I think it's a relevant angle with some races where D&D was ending up in a gross place, but I think it's only a key issue when negative stuff is asserted (like mental stat penalties and/or universal negative personality traits), but yeah I don't think it's a broad issue. I think people talked about it because the worst stuff 5E was doing with races involved it.
The rules tell you what it measures.
But the actual usage of the stat is absolutely not consistent with the brief blurbs 5E offers, nor with the more complex explanations previous editions offered. And pretending previous editions don't matter is incompatible with stuff like claiming 1E was attempting verisimilitude. And indeed your entire issue is reliant on it having been done differently in the past.
So you think splats like races and classes only exist for balance reason? I don't buy that. They're thematic archetypes with rules that support those themes. And that's how it should be.
"Only"? No, I didn't say that, did I?

But balance is why you can change races like this but not classes. It's not very complicated.
My 5e PHB relatively clearly tells what the ability scores measure. Seems coherent enough.
I disagree I guess, and it's particularly not a great match to previous editions.
What you omit here is that by this logic a halfling (equated to a weak human) should definitely never be as strong as a strong human. So ability modifiers should exist.
It doesn't actually follow in a fantasy setting that a Halfling should be weaker than a human. They already have "chimp strength". They should have less leverage and reach. But leverage and reach are not well-represented by ASIs - they're better represented by specific size-related rules.
 

As has been noted above, because the inspirational literature didn't have halflings be 3-4x stronger per pound than humans.
I actually disagree. Tolkien's Halflings are clearly pound-for-pound stronger than humans just based on stuff that happens in LotR (the books), especially towards the end. They have chimp strength to some degree. Might be more like 2-3x than 3-4x times.
 

Cadence

Legend
Supporter
No. It does not. And here is a fundamental disagreement. You are slightly stronger, but not enough of a variation that it is worth noting.
And when you have to give every "big" race +2 Str, you necessarily lower their other stats. Which makes them less intelligent or so on.
A little +2 modifier is just not enough to simulate anything.

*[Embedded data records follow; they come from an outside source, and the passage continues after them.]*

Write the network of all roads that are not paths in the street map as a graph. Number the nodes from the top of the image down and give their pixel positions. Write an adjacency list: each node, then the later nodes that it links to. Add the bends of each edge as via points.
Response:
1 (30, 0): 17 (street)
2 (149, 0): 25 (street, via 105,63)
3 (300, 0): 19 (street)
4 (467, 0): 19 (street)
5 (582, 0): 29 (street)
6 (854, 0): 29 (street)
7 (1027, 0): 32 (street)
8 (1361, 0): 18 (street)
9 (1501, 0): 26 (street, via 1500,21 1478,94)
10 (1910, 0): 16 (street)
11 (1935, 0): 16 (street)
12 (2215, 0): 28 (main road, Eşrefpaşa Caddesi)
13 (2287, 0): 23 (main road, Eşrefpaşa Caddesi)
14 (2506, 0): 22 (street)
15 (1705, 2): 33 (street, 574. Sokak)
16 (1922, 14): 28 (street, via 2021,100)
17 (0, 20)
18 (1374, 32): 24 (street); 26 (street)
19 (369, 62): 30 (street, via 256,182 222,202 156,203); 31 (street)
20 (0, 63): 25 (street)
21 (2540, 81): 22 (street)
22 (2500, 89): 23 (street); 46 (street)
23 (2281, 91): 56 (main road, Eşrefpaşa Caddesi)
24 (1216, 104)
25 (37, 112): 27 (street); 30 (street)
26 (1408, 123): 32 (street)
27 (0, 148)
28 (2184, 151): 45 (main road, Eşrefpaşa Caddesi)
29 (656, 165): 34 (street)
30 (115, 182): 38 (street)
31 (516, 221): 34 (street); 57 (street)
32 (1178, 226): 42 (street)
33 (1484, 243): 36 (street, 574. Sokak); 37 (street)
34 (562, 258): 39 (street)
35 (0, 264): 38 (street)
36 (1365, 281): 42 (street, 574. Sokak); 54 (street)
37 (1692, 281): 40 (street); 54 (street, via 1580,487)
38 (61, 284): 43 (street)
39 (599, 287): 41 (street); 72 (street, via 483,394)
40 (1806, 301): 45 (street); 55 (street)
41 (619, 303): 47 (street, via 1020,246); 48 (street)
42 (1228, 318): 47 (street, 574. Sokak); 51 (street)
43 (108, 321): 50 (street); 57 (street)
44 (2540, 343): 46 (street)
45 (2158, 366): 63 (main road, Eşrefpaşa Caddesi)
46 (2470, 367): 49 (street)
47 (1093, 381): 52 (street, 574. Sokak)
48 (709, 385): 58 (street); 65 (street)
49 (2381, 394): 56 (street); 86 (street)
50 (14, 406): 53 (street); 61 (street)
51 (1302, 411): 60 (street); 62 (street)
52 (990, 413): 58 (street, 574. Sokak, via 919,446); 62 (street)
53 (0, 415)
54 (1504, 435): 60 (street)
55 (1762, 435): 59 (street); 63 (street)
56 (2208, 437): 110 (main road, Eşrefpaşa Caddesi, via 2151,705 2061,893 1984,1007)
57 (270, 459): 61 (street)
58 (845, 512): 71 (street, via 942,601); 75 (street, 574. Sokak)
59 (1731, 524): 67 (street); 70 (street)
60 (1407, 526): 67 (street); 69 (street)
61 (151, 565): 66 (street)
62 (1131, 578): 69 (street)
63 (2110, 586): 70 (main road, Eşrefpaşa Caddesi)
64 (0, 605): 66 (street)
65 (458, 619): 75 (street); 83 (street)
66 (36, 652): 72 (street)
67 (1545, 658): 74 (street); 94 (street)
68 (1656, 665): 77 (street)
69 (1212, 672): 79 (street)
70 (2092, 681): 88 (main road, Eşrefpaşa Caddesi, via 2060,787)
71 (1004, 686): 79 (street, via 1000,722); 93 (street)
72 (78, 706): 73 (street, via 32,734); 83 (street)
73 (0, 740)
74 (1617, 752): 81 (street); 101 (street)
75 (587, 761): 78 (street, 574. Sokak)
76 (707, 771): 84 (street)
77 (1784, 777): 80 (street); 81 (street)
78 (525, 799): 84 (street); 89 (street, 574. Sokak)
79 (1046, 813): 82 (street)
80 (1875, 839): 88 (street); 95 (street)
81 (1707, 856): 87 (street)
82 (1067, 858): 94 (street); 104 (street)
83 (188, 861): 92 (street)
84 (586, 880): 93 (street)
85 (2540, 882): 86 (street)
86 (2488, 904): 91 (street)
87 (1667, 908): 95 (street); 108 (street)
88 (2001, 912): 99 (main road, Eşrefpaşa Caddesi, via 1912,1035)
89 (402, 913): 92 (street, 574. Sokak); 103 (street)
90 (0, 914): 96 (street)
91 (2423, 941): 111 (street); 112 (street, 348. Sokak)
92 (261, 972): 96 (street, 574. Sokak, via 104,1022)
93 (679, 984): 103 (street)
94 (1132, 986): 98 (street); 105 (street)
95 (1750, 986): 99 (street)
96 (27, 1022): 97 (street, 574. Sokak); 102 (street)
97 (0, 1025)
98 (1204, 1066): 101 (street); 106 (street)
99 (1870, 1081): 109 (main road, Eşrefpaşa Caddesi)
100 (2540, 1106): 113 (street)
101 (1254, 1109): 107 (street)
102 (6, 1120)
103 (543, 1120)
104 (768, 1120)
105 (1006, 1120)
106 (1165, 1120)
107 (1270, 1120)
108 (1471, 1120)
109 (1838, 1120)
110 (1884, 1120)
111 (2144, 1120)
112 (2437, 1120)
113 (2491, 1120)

Just because a +2 doesn't mean anything to you doesn't mean it isn't a sign-post to others. (Is a little +1 bonus enough to simulate a sword being magical?).

Pathfinder didn't have negative modifiers. Does 5e in the PhB?

An alternative for someone who wanted physical stats to tie into roughly human physiology as a baseline could have different maximums based on size and the fiction associated with the race. Halflings can go to 14, Elves to 18, Dwarves and Humans to 20, Half-Orcs to 22, and Goliaths to 24, or whatnot. The differing upper limits, instead of a fixed bonus, takes away the inability to play a very undextrous Halfling or very unstrong Goliath.

As was noted by other posters above, some games have a size stat, if one wanted I could imagine a size and build descriptor that would put limits on Str and Dex (with some races being outside humanocentric physiology and differing).
 

No. It does not. And here is a fundamental disagreement. You are slightly stronger, but not enough of a variation that it is worth noting.
And when you have to give every "big" race +2 Str, you necessarily lower their other stats. Which makes them less intelligent or so on.
A little +2 modifier is just not enough to simulate anything.
So if difference in ability score is not noticeable and doesn't simulate anything, why we have variable ability scores in the first place? I don't get it it, why we have pointless mechanics that do not represent anything and do not do anything noticeable?

Also, you don't need to balance strength with intelligence. You can balance it with dex, other species getting more traits, feats etc.
 

Cadence

Legend
Supporter
I actually disagree. Tolkien's Halflings are clearly pound-for-pound stronger than humans just based on stuff that happens in LotR (the books), especially towards the end. They have chimp strength to some degree. Might be more like 2-3x than 3-4x times.

Nit-pickiness, because Tolkien discussion.

And Chimp strength is 1.5x per pound, not 3-4x as the hobbits would need to be, and chimps are apparently not as strong as humans in the later google findable materials.

Was that Merry and Pippen who had drank the Ent-water and grown. I still don't picture a single halfling putting Boromir on their shoulders to carry through the pass or beating him at arm wrestling.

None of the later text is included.